En primer lugar, las condiciones climáticas y edáficas son determinantes para el éxito de cualquier SA porque determina la viabilidad y la productividad de las especies que se puedan plantar. Este resultado lo respaldan Shah y Wu (2019), quienes advierten que la disponibilidad de agua, la calidad del suelo, la temperatura y otros factores ambientales inciden directamente en el crecimiento de los cultivos, elevando así su importancia cuando se trata de rendimientos agrícolas y rentabilidad.
Asimismo, el acceso a los mercados es fundamental para la rentabilidad de los SA ya que, para ganar dinero, los agricultores tienen que tener acceso a los mismos para poder vender sus productos a precios competitivos. Al respecto, Mishra y Mishra (2018) exponen que un mercado que se pueda explotar, por su accesibilidad y estabilidad, garantiza la comercialización de los productos agroforestales y, con ello, minimiza los riesgos económicos y mejora los ingresos.
Por su parte, los costos de instalación y de mantenimiento son determinantes, ya que hacen que los SA sean o no adoptados y mantenidos. Esos costos normalmente contienen la inversión que se necesita para plantar especies, la gestión y los recursos que se requieren para mantener la productividad del sistema. La literatura al respecto apunta que la disminución de los costos del sistema o mejorar en el manejo, da lugar a mejoras en otros componentes del mismo sistema (Place et al., 2013).

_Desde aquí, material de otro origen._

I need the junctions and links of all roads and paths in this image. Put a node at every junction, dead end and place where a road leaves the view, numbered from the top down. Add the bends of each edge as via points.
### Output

También, la elección de las especies constituye un determinante directo para maximizar la rentabilidad de estos sistemas. Esta selección debe considerar la compatibilidad con las condiciones climáticas y edafológicas, su valor económico y su capacidad para mejorar el estado del suelo y la productividad del sistema, entre otros aspectos. Diversos estudios, como los de Gosling et al. (2021) y Birla et al. (2024), han documentado ampliamente que la selección adecuada de especies es un elemento crítico para optimizar tanto la productividad como la sostenibilidad.

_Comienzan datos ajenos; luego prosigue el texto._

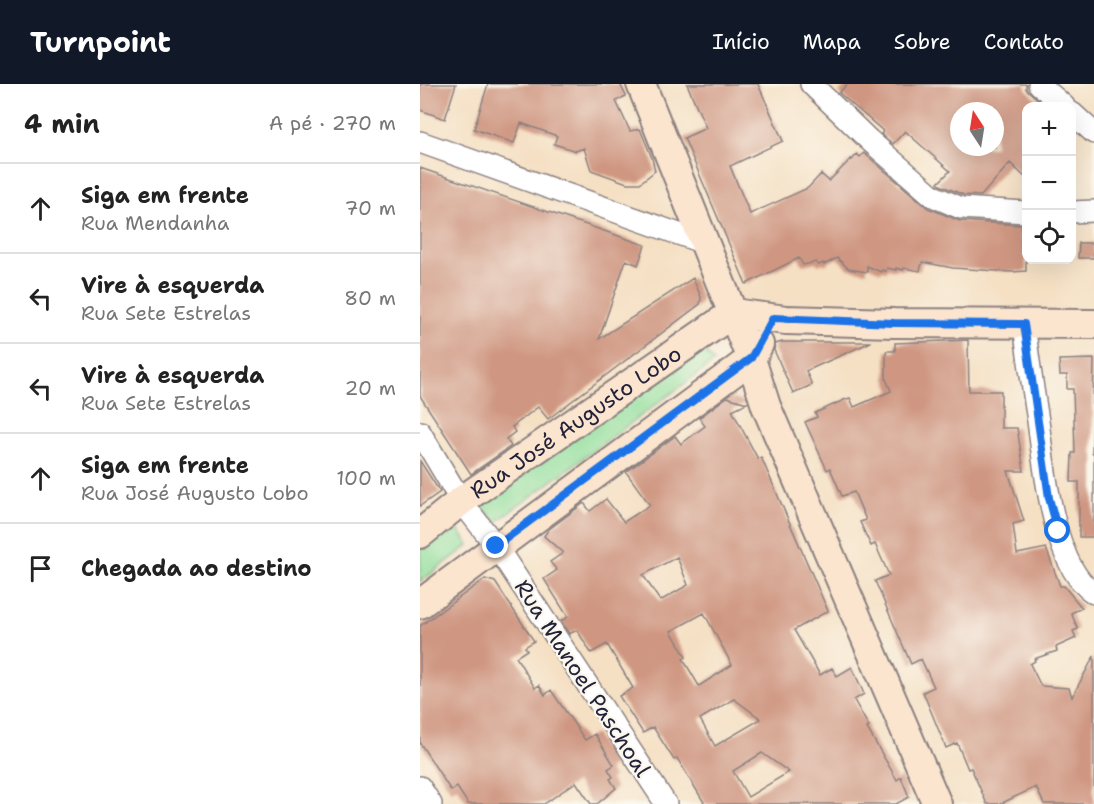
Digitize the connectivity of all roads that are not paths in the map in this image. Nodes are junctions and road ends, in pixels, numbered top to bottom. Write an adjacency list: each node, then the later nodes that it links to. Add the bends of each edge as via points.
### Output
1 (641, 84): 11 (street)
2 (811, 84): 9 (street, via 933,196 961,208)
3 (1039, 84): 4 (street)
4 (1059, 102)
5 (1076, 117): 6 (street)
6 (1094, 133)
7 (420, 142): 11 (street)
8 (1094, 211): 10 (street)
9 (1022, 212)
10 (1076, 212)
11 (704, 243): 12 (street)
12 (733, 313): 13 (street); 16 (street); 18 (street, Rua José Augusto Lobo)
13 (773, 318): 14 (street); 16 (street)
14 (1024, 324): 15 (street); 21 (street, via 1049,498 1071,565 1086,588)
15 (1094, 324)
16 (751, 358): 20 (street); 26 (street, via 766,406)
17 (420, 432): 18 (street, Rua Manoel Paschoal)
18 (461, 501): 19 (street, Rua José Augusto Lobo); 20 (street, Rua Manoel Paschoal)
19 (420, 534)
20 (496, 546): 22 (street); 25 (street, Rua Manoel Paschoal)
21 (1094, 593)
22 (420, 604)
23 (420, 787): 24 (street)
24 (431, 804)
25 (666, 804)
26 (937, 804)

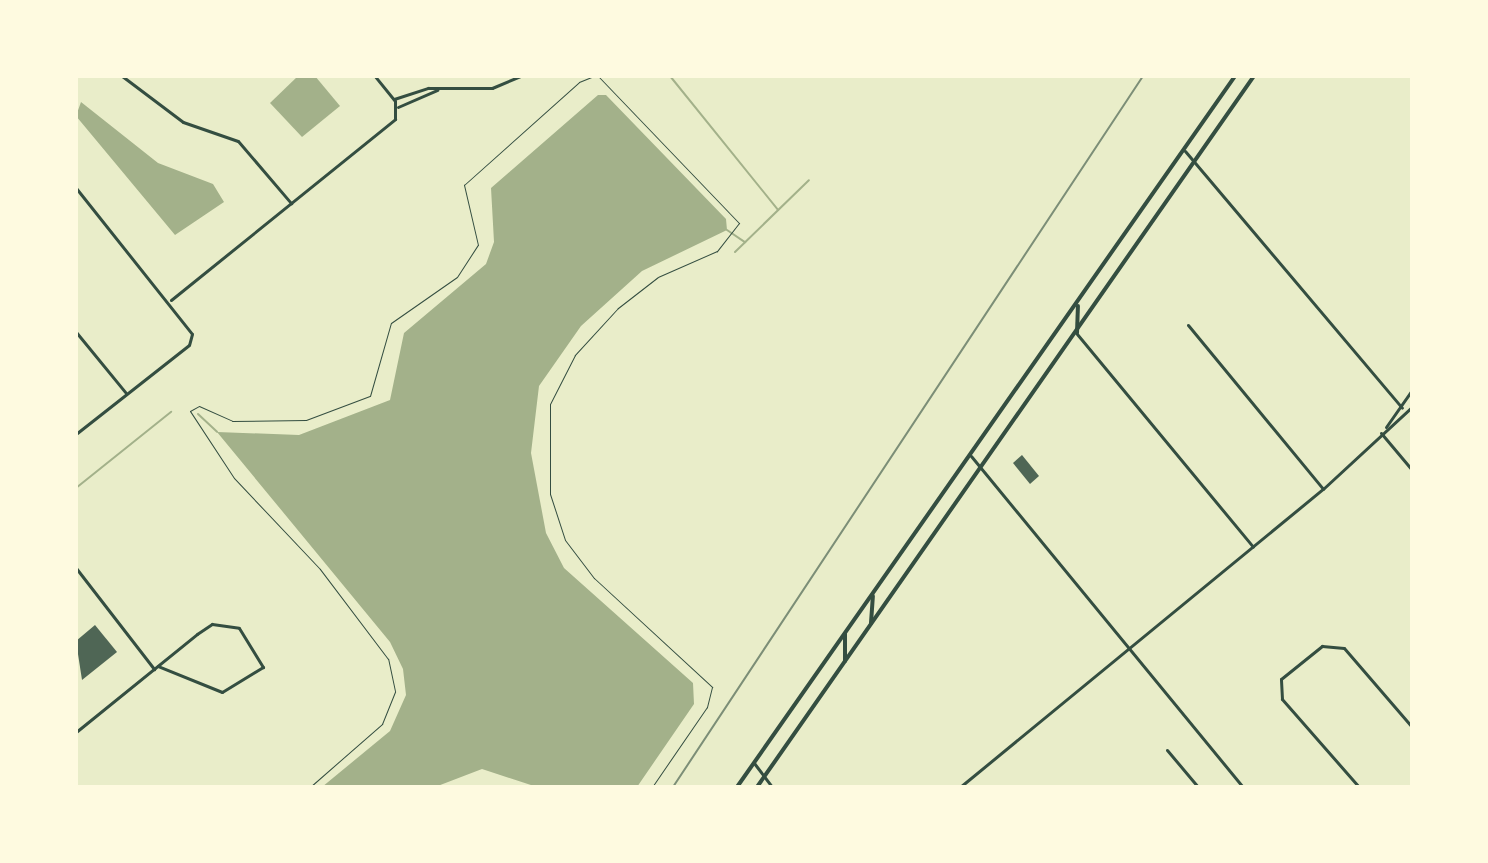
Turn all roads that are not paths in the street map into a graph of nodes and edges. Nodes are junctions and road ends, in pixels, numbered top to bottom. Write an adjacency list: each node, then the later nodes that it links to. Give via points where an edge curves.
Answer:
1 (122, 76): 12 (street, via 183,122 238,141)
2 (375, 76): 7 (street)
3 (520, 76): 6 (street, via 492,88)
4 (1235, 76): 9 (main road)
5 (1254, 76): 10 (main road)
6 (437, 90): 7 (street); 8 (street)
7 (394, 99): 8 (street)
8 (398, 107): 12 (street, via 395,119)
9 (1185, 151): 10 (street); 14 (main road)
10 (1196, 164): 17 (main road); 21 (street)
11 (76, 188): 13 (street)
12 (291, 203): 13 (street)
13 (169, 301): 19 (street, via 192,339)
14 (1079, 303): 17 (main road); 24 (main road)
15 (1188, 325): 27 (street)
16 (76, 332): 19 (street)
17 (1077, 334): 25 (main road); 28 (street)
18 (1412, 390): 21 (street)
19 (126, 393): 23 (street)
20 (1412, 407): 22 (street)
21 (1402, 408): 22 (street)
22 (1381, 433): 26 (street); 27 (street)
23 (76, 434)
24 (971, 456): 25 (street); 30 (main road)
25 (982, 469): 31 (main road); 33 (street)
26 (1412, 470)
27 (1323, 489): 28 (street)
28 (1253, 547): 33 (street)
29 (76, 568): 35 (street)
30 (873, 594): 31 (main road); 32 (main road)
31 (871, 625): 34 (main road)
32 (845, 634): 34 (main road); 39 (main road)
33 (1130, 648): 44 (street); 46 (street)
34 (844, 663): 40 (main road)
35 (156, 667): 35 (street, via 224,622 255,646 263,667 222,692); 37 (street)
36 (1412, 727): 47 (street, via 1344,648 1332,645 1281,679 1282,699)
37 (76, 732)
38 (1167, 750): 45 (street)
39 (754, 763): 40 (street); 41 (main road)
40 (764, 777): 42 (main road); 43 (street)
41 (737, 787)
42 (757, 787)
43 (772, 787)
44 (960, 787)
45 (1198, 787)
46 (1243, 787)
47 (1359, 787)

Finalmente, el manejo del sistema aparece también como un determinante clave, ya que permite mejorar rendimientos y reducir riesgos (Sánchez et al., 2022). Estos hallazgos confirman que las decisiones de gestión tienen un papel estratégico, en línea con lo señalado por Place et al. (2013) sobre la influencia de la gestión en la adopción de estos sistemas. En conjunto, la discusión de estos elementos muestra que los expertos no solo priorizan variables relevantes, sino que sus juicios coinciden con los marcos teóricos establecidos en la literatura internacional.
A partir de esta comprensión de los elementos críticos, se procedió a aplicar la técnica MICMAC para profundizar en las relaciones estructurales del sistema. Durante este proceso, se efectuó un análisis exhaustivo de las relaciones de dependencia e influencia directa entre los factores vinculados a la rentabilidad de los SA. Esta metodología permitió clasificar en cuatro categorías: factores clave (con alta influencia y alta dependencia), determinantes (alta influencia, pero baja dependencia), autónomos (baja influencia y baja dependencia), y dependientes (alta dependencia, pero baja influencia).
Para llevar a cabo dicha clasificación, los expertos evaluaron la influencia de cada uno sobre los demás utilizando la Matriz de Influencia/Dependencia Directa (MID), empleando una escala cualitativa que va desde 0, indicando ausencia de influencia, hasta 3, representando una influencia fuerte. La tabla 3 muestra los resultados de este proceso, donde se puede ver que el factor F1 ejerce mayormente una fuerte influencia sobre los demás y tiene una dependencia moderada, excepto en el caso de los factores F7 y F9, con los cuales la relación es débil.
Tabla 3
MID
Como resultado del llenado de la MID se obtuvo la clasificación contemplada en la ilustración 1, donde se ubicaron dos factores en el cuadrante de los factores clave: F6 y F10; tres factores en el cuadrante de los factores determinantes: F1, F2, y F7; dos factores en el cuadrante los factores autónomos: F3 y F9; y tres factores en el cuadrante de los factores dependientes.
Ilustración 1
Plano de influencia/dependencia directa
En el Cuadro 2 se plantea la clasificación de los factores obtenidos a partir de la matriz de influencia indirecta.
Cuadro 2
Clasificación de factores por influencias dependencias directas
|
Tipo de factor |
Factor |
Código |
|
Factores Clave |
Costos de establecimiento y mantenimiento |
F6 |
|
Integración con sistemas agrícolas tradicionales |
F10 |
|
|
Factores Determinantes |
Selección de especies |
F1 |
|
Manejo del sistema |
F2 |
|
|
Diversificación de productos |
F7 |
|
|
Factores Autónomos |
Condiciones climáticas y edáficas |
F3 |
|
Impacto ambiental |
F9 |
|
|
Factores Dependientes |
Acceso a mercados |
F4 |
|
Políticas públicas y subvenciones |
F5 |
|
|
Conocimientos y capacitación |
F8 |
La clasificación de los factores obtenida a través del método MICMAC, reflejada en la ilustración 1 y el cuadro 2, se basa en la evaluación de la influencia y dependencia directa de cada factor dentro del sistema evaluado. Esta clasificación permite identificar los factores clave, determinantes, autónomos y dependientes, lo que es crucial para diseñar estrategias efectivas para mejorar la rentabilidad de los SA.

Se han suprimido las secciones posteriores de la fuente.